While juggling his duty to the refereeing world on and off the field, Nathan also uses exercise to clear his head by regularly going for walks and spending time on the golf course – as well as absorbing himself in the wider world of sport.
“Before the COVID-19 pandemic I went to Portugal and played in the summer. That was a good social thing for me and my friends.
“As a spectator, my other favourite would be cricket. But I’m as open-minded as I could possibly be, sometimes just looking at sport from an appreciation point of view.
“I’m lucky that I live in the north-east as we have one of the most successful basketball teams [Newcastle Eagles] in the country. Although I’m not a massive supporter of the sport, the spectacle of how quick it is fascinates me.
“I talk to officials from many different sports and you realise that our jobs are the same in terms of upholding laws. By watching them officiate their sports, you can learn a lot of skills and tricks that help you in game management.
“As referees we can also take a lot from the players because we both look to execute a game plan, and we are sharing a pitch with them and dealing with the same moment.”
While there are many parts to a referee’s job, having the ability to learn and apply the laws of a sport is something that will never change.
This is an attribute that for some people with autism comes as an advantage, but for Nathan it provided a certain challenge, highlighting how everybody can be different on the autism spectrum.
“When I was first starting to referee, I followed the laws too strictly. This created problems in my game management.
“I then had a diagnosis when I was an early teenager; I saw what autism was on the face of it but I didn’t know what it meant. I had an awakening when I was 20 because I took the time to understand what it meant for me, and then things changed because I was able to adapt many aspects of my life.
“As a referee, I had to learn more about the way neurotypical people work because I have to apply the same laws to a game that everybody else is playing. This made me understand more about the players on the pitch.
“Refereeing is not the easiest thing in the world for someone with autism to do, but if you can take the positives from it, it helps you grow and that’s what it’s done for me.”
Personal growth is something that Nathan encourages everybody to strive for, be it as a referee or something completely different.
“Try to learn about what you want to do as much as possible so you have the best picture before you start doing it and you can give it your all.
“You might be the type of person who reads things to educate yourself, or listens to podcasts, or somebody who likes to actually try it.
“I speak to people who are looking at getting into refereeing and I give them advice and guidance about it before they take the course.

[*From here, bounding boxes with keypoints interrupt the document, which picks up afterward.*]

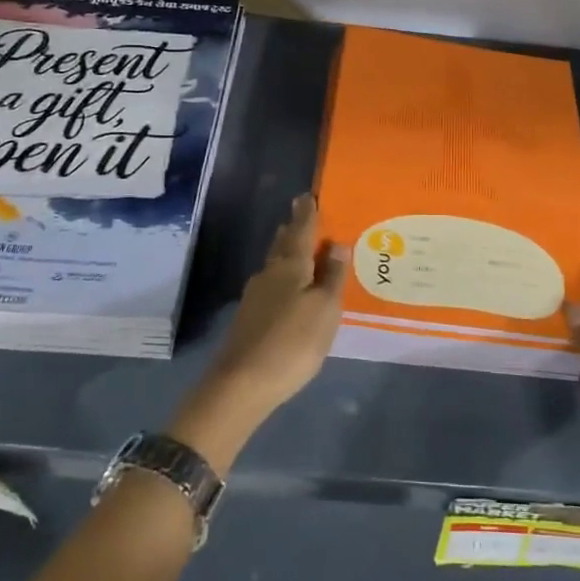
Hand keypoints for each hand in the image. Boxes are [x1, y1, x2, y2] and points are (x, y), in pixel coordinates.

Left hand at [167, 194, 345, 471]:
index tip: (307, 196)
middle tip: (306, 217)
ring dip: (288, 253)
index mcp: (290, 265)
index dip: (306, 213)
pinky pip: (272, 284)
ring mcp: (255, 295)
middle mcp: (269, 273)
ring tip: (302, 249)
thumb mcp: (325, 310)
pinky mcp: (249, 316)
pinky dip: (284, 277)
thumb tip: (337, 244)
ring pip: (275, 264)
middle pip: (283, 244)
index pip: (300, 229)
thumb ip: (332, 276)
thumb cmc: (293, 342)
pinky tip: (290, 288)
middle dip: (294, 230)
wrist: (242, 384)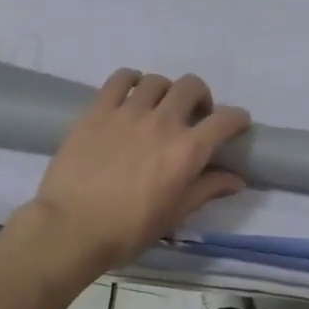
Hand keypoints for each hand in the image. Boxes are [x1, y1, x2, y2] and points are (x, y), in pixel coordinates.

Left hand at [17, 70, 250, 273]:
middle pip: (192, 86)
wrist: (71, 228)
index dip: (237, 119)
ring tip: (158, 107)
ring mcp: (128, 112)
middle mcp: (163, 122)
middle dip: (201, 97)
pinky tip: (130, 94)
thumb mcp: (175, 214)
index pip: (225, 120)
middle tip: (194, 116)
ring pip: (157, 80)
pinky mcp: (98, 110)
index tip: (237, 125)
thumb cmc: (128, 229)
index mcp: (187, 150)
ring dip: (165, 91)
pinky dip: (131, 80)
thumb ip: (207, 190)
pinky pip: (120, 79)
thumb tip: (235, 179)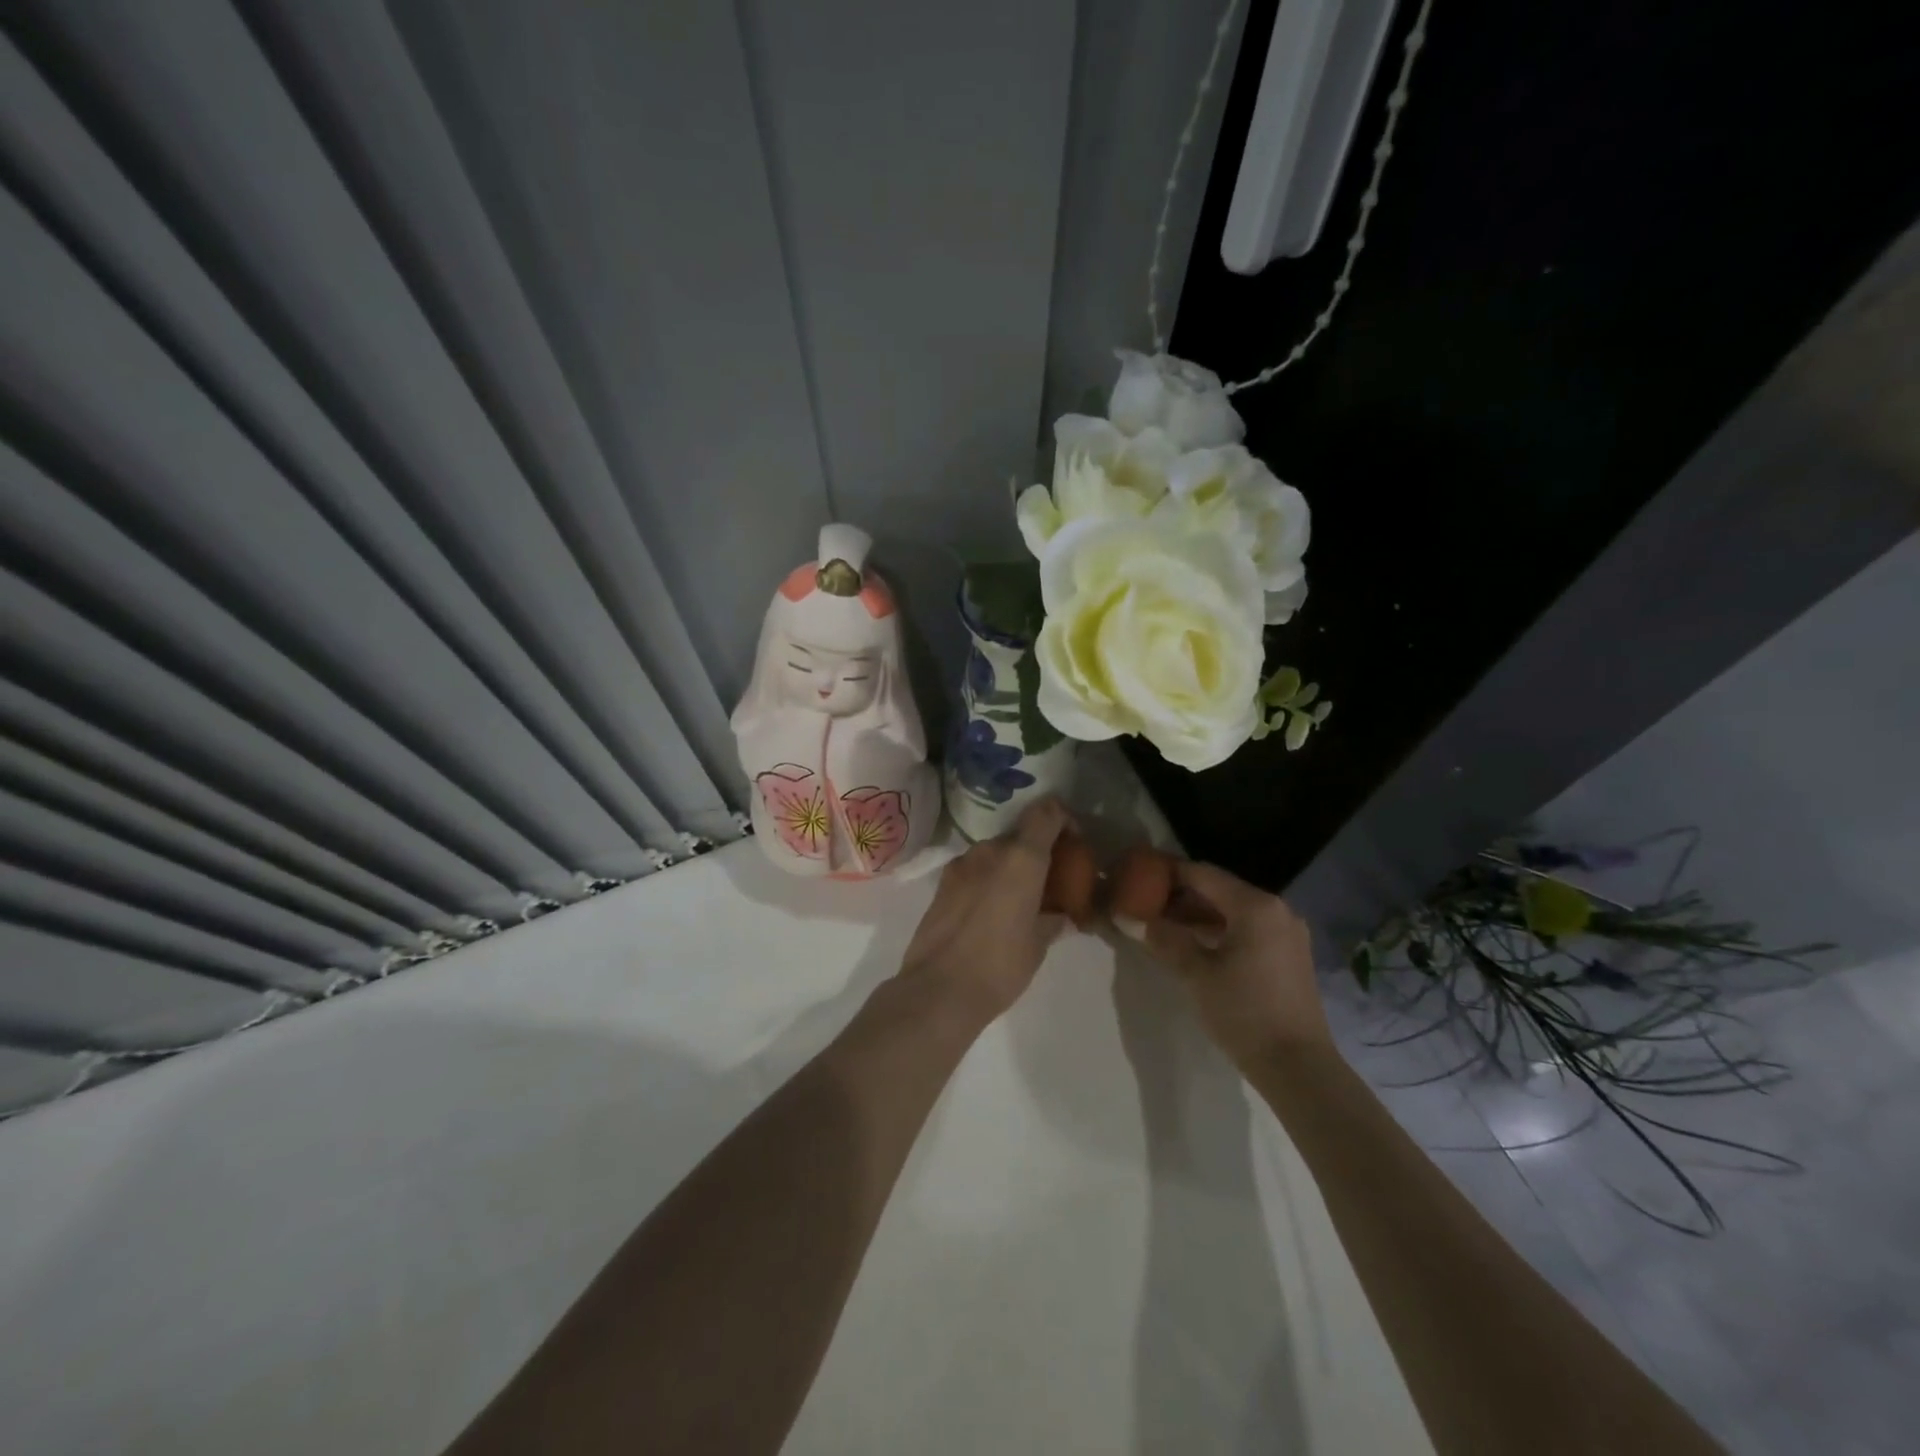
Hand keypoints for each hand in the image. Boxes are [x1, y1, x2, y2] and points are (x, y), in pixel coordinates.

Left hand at [899, 798, 1071, 1028]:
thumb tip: (1062, 916)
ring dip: (1011, 867)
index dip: (1063, 818)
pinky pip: (975, 869)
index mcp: (1021, 858)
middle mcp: (989, 850)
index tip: (1073, 841)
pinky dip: (989, 879)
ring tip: (1020, 900)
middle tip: (1050, 881)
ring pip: (995, 852)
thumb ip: (1053, 920)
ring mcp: (961, 864)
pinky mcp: (942, 882)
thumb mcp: (1038, 945)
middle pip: (1020, 834)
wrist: (937, 989)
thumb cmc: (999, 966)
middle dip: (1037, 851)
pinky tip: (992, 910)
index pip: (1046, 812)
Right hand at [1140, 860, 1330, 1068]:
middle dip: (1182, 896)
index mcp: (1255, 906)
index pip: (1202, 874)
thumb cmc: (1244, 1012)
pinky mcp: (1291, 955)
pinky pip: (1248, 929)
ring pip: (1234, 911)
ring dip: (1199, 915)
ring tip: (1164, 926)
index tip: (1138, 876)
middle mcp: (1277, 909)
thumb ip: (1163, 938)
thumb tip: (1129, 917)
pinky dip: (1220, 930)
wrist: (1298, 1068)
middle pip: (1220, 890)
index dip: (1168, 873)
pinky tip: (1195, 945)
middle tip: (1146, 905)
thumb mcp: (1195, 973)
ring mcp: (1288, 933)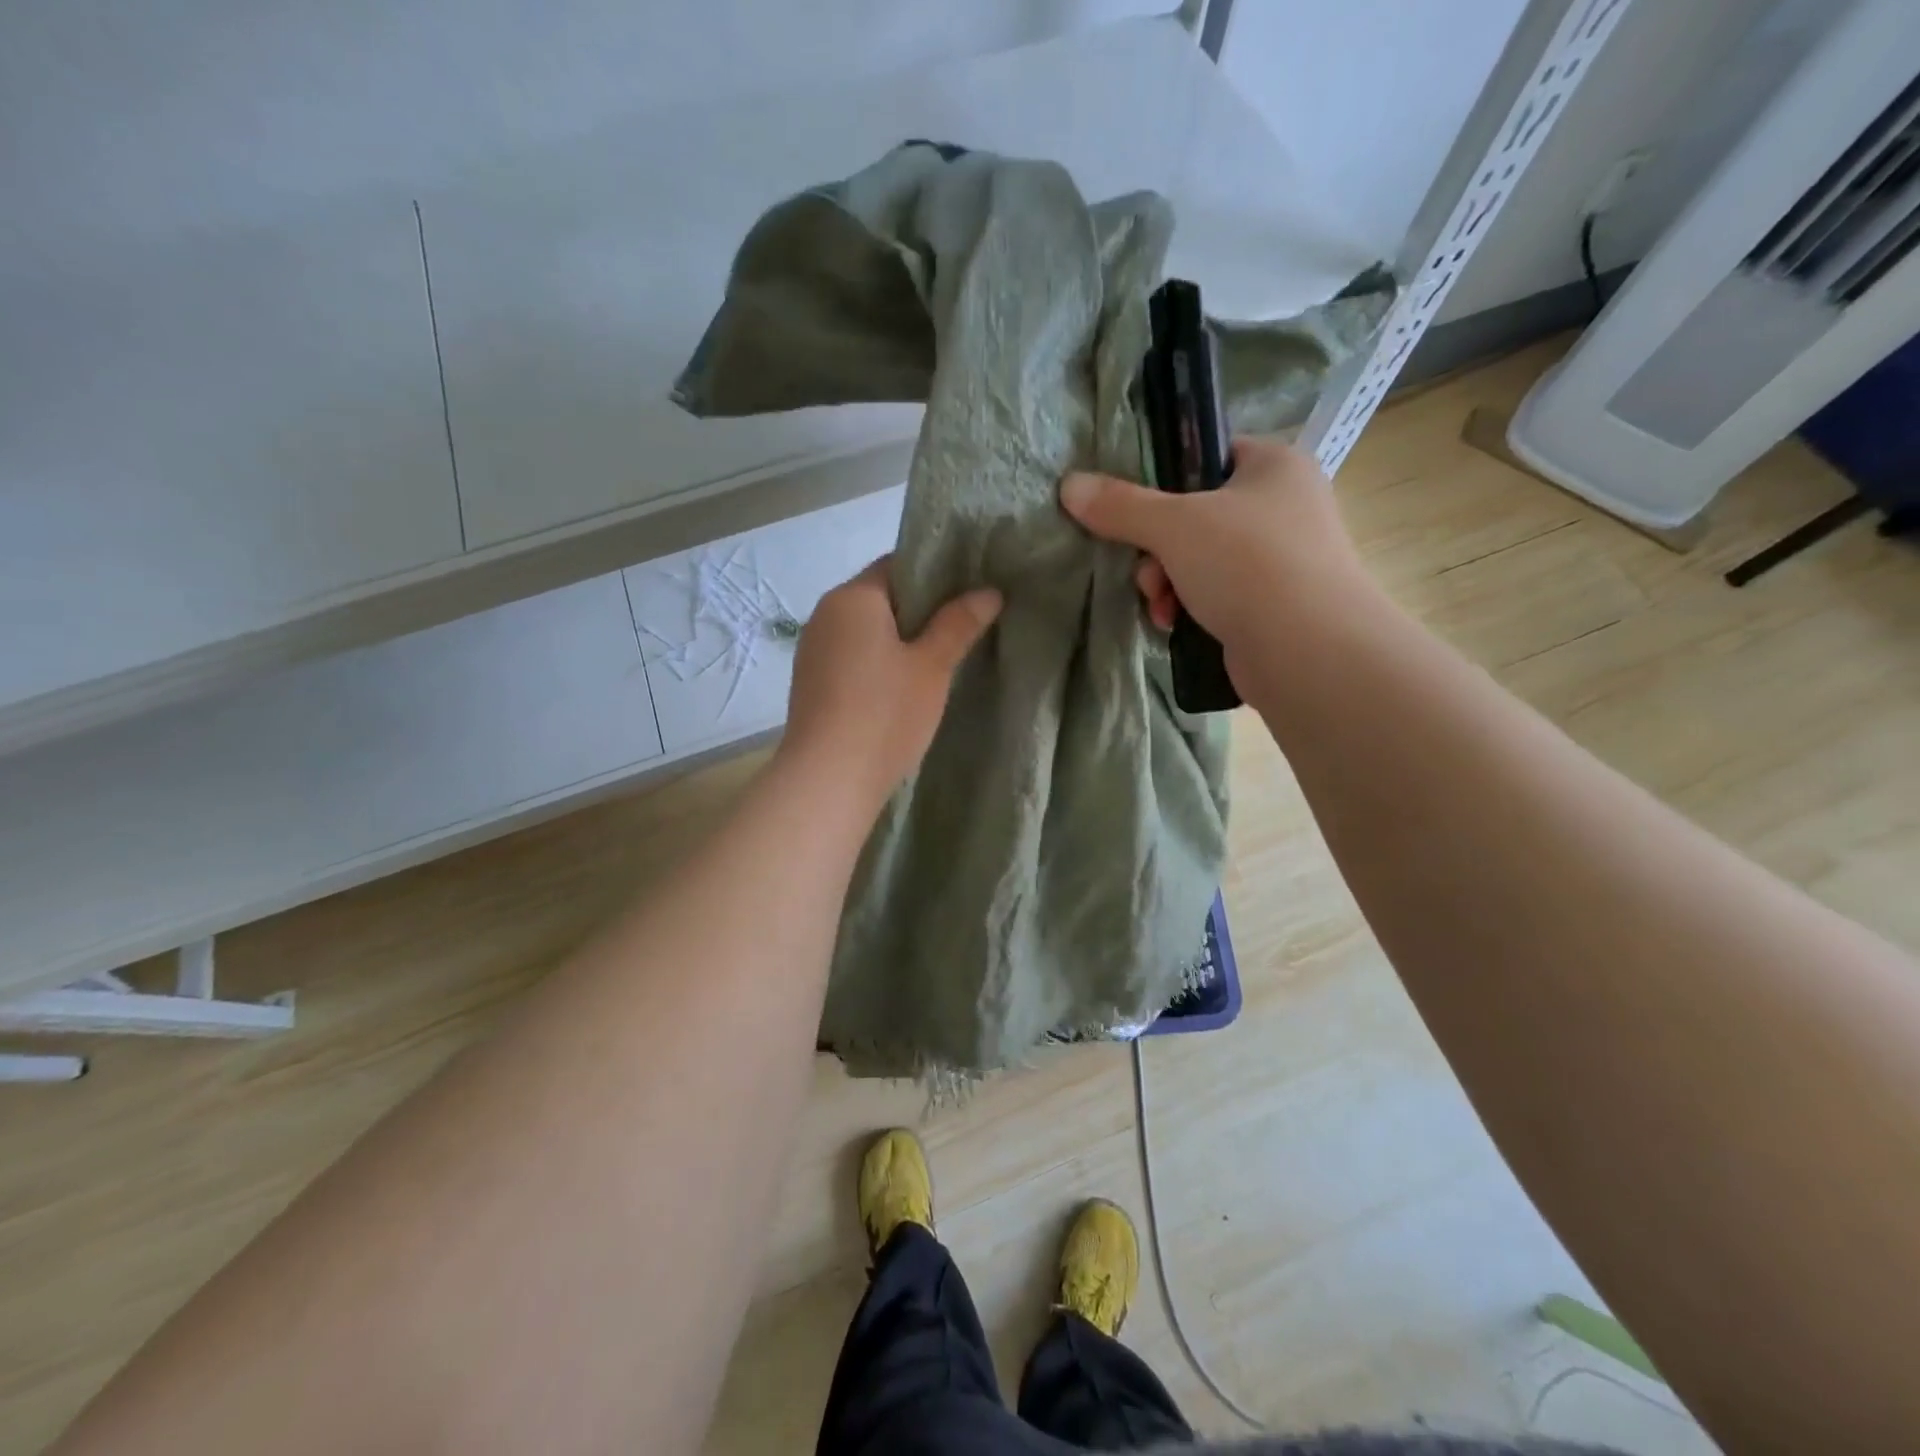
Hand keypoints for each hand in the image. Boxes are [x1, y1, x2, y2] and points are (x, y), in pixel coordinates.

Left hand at [779, 558, 1001, 808]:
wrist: (828, 779)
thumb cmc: (885, 713)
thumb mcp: (931, 666)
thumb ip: (958, 624)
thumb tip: (988, 591)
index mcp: (852, 597)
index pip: (898, 565)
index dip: (936, 573)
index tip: (970, 591)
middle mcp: (825, 614)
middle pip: (880, 597)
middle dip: (920, 610)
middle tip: (964, 626)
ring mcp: (813, 650)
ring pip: (865, 631)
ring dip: (898, 639)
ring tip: (939, 658)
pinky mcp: (811, 683)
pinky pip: (851, 657)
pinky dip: (877, 662)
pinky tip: (902, 687)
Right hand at [1059, 436, 1375, 690]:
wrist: (1309, 652)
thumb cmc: (1248, 566)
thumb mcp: (1174, 526)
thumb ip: (1121, 505)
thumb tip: (1070, 484)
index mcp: (1274, 466)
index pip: (1206, 455)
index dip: (1164, 480)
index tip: (1134, 510)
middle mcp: (1284, 505)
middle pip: (1194, 515)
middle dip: (1157, 550)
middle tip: (1148, 574)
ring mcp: (1282, 559)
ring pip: (1199, 559)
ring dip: (1167, 583)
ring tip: (1163, 607)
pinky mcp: (1273, 604)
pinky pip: (1216, 594)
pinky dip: (1189, 608)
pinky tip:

You might want to voluntarily referee school football or small children’s football where you don’t require a qualification so you can give it a go.
“Also invest time to understand where you sit on the spectrum and what challenges autism presents for you, but what are your personalities that shine through.
“Learning about my autism and then understanding it from a neurotypical person has also enabled me to function in my everyday life much better.
“And if refereeing is not for you, you can still absolutely get involved in sport.”